Personal information
- Full name: Mário Henrique de Souza Rocha
- Date of birth: 31 January 1980 (age 45)
- Place of birth: Ribeirão Preto, Brazil

Team information
- Current team: Azuriz U20 (head coach)

Managerial career
- Years: Team
- 2007: Mixto (assistant)
- 2008: Rondonópolis (assistant)
- 2012: Tanabi U17
- 2013: Mirassol U17
- 2013: Mixto (assistant)
- 2015: Barretos (assistant)
- 2015: Comercial-SP (assistant)
- 2016–2017: Novorizontino U17
- 2018–2019: Novorizontino U20
- 2019: Mirassol U17
- 2020: Mirassol U20
- 2020–2021: Cuiabá (assistant)
- 2021: Cruzeiro U17
- 2022: Cruzeiro U20
- 2022: Goiás U17
- 2023: Goiás U20
- 2023: Goiás (interim)
- 2024–: Azuriz U20

= Mário Henrique =

Brazilian football coach (born 1980)

Mário Henrique de Souza Rocha (born 31 January 1980), known as Mário Henrique, is a Brazilian professional football coach, currently the head coach of Azuriz' under-20 team.

==Career==
Born in Ribeirão Preto, São Paulo, Mário Henrique began his career as an assistant of Mixto and Rondonópolis, before working as an under-17 coach at Tanabi and Mirassol. He returned to Mixto in 2013, being later a fitness coach of Rio Preto and Itumbiara during the 2014 campaign.

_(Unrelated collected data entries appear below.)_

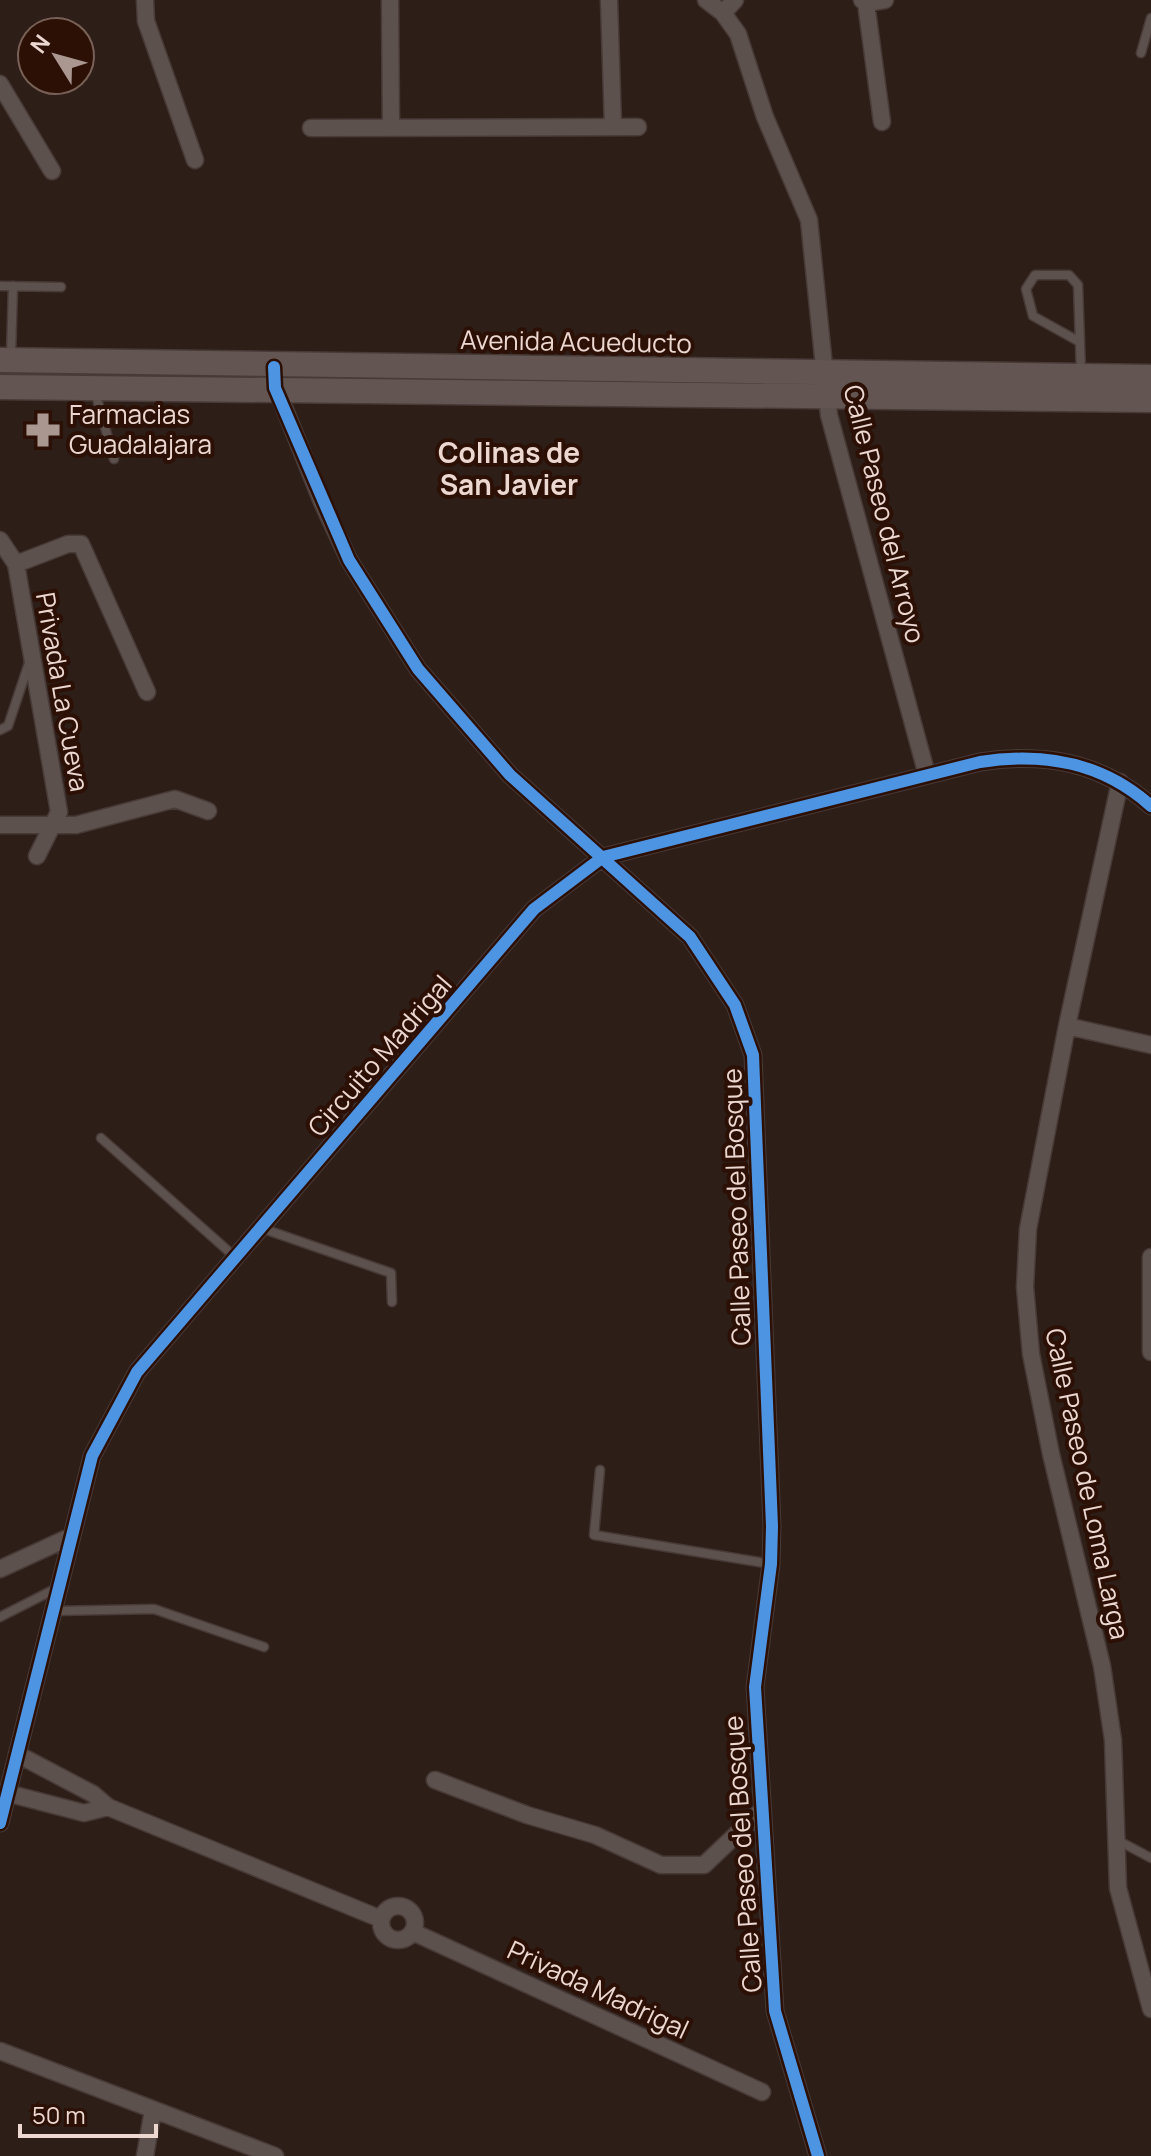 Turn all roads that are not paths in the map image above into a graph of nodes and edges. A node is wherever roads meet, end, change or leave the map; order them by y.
1 (390, 0) edge
2 (609, 0) edge
3 (706, 0) edge
4 (885, 0) edge
5 (143, 2) edge
6 (864, 2) edge
7 (729, 6) edge
8 (1151, 18) edge
9 (1141, 53) dead end
10 (0, 84) edge
11 (882, 122) dead end
12 (613, 127) junction
13 (638, 127) dead end
14 (311, 128) dead end
15 (391, 128) junction
16 (195, 160) dead end
17 (52, 171) dead end
18 (0, 286) edge
19 (13, 286) junction
20 (61, 287) dead end
21 (1078, 341) junction
22 (5, 360) edge
23 (1082, 376) junction
24 (275, 377) junction
25 (1151, 377) edge
26 (826, 384) junction
27 (0, 387) edge
28 (94, 387) junction
29 (1151, 400) edge
30 (114, 459) dead end
31 (0, 540) edge
32 (16, 564) junction
33 (32, 654) junction
34 (147, 692) dead end
35 (0, 730) edge
36 (927, 775) junction
37 (1120, 782) junction
38 (1151, 806) edge
39 (208, 811) dead end
40 (0, 825) edge
41 (52, 827) junction
42 (37, 856) dead end
43 (603, 857) junction
44 (1067, 1026) junction
45 (1151, 1043) edge
46 (101, 1138) dead end
47 (261, 1228) junction
48 (235, 1257) junction
49 (1151, 1257) edge
50 (392, 1302) dead end
51 (1151, 1352) edge
52 (600, 1470) dead end
53 (72, 1536) junction
54 (771, 1564) junction
55 (0, 1569) edge
56 (60, 1587) junction
57 (53, 1611) junction
58 (0, 1617) edge
59 (264, 1647) dead end
60 (17, 1754) junction
61 (435, 1780) dead end
62 (4, 1793) edge
63 (108, 1807) junction
64 (761, 1811) junction
65 (0, 1823) edge
66 (1116, 1840) junction
67 (1151, 1858) edge
68 (381, 1919) junction
69 (413, 1932) junction
70 (1151, 2009) edge
71 (0, 2051) edge
72 (762, 2092) dead end
73 (153, 2110) junction
74 (145, 2156) edge
75 (275, 2156) edge
76 (818, 2156) edge

1 - 15 street
2 - 12 street
3 - 7 street, Calle Paseo del Arroyo
4 - 6 street
5 - 16 street
6 - 11 street
7 - 26 street, Calle Paseo del Arroyo
8 - 9 lane
10 - 17 street
12 - 13 street
12 - 15 street
14 - 15 street
18 - 19 lane
19 - 20 lane
19 - 22 lane
21 - 21 lane
21 - 23 lane
22 - 24 main road, Avenida Acueducto
23 - 25 main road, Avenida Acueducto
23 - 26 main road, Avenida Acueducto
24 - 26 main road, Avenida Acueducto
24 - 28 main road, Avenida Acueducto
24 - 43 street, Calle Paseo del Bosque
26 - 29 main road, Avenida Acueducto
26 - 36 street, Calle Paseo del Arroyo
27 - 28 main road, Avenida Acueducto
28 - 30 lane
31 - 32 street, Privada La Cueva
32 - 33 street, Privada La Cueva
32 - 34 street, Privada La Cueva
33 - 35 lane
33 - 41 street, Privada La Cueva
36 - 37 street, Circuito Madrigal
36 - 43 street, Circuito Madrigal
37 - 38 street, Circuito Madrigal
37 - 44 street, Calle Paseo de Loma Larga
39 - 41 street, Privada La Cueva
40 - 41 street
41 - 42 street, Privada La Cueva
43 - 47 street, Circuito Madrigal
43 - 54 street, Calle Paseo del Bosque
44 - 45 street
44 - 66 street, Calle Paseo de Loma Larga
46 - 48 lane
47 - 48 street, Circuito Madrigal
47 - 50 lane
48 - 53 street, Circuito Madrigal
49 - 51 street
52 - 54 lane
53 - 55 street
53 - 56 street, Circuito Madrigal
54 - 64 street, Calle Paseo del Bosque
56 - 57 street, Circuito Madrigal
56 - 58 lane
57 - 59 lane
57 - 60 street, Circuito Madrigal
60 - 62 street, Circuito Madrigal
60 - 63 street
61 - 64 street
62 - 63 street
62 - 65 street, Circuito Madrigal
63 - 68 street
64 - 76 street, Calle Paseo del Bosque
66 - 67 lane
66 - 70 street, Calle Paseo de Loma Larga
68 - 69 street
68 - 69 street
69 - 72 street, Privada Madrigal
71 - 73 street
73 - 74 street
73 - 75 street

In 2016, after being an assistant at Barretos and Comercial-SP, Mário Henrique became the under-17 coach of Novorizontino. After working with the under-20 squad, he returned to Mirassol and their under-17 team in 2019; in November of that year, he took over the under-20s.

In December 2020, Mário Henrique was an interim head coach of Cuiabá during two Campeonato Mato-Grossense matches against Luverdense. On 3 February 2021, he was named coach of the under-17 side of Cruzeiro.

On 14 February 2022, after a period in charge of the under-20s, Mário Henrique was dismissed by Cruzeiro. Eight days later, he joined the under-17 squad of Goiás to work as their coach.

Promoted to the under-20 squad of the Esmeraldino in November 2022, Mário Henrique was named interim head coach of the main squad for the remaining matches of the 2023 Série A on 14 November, replacing sacked Armando Evangelista.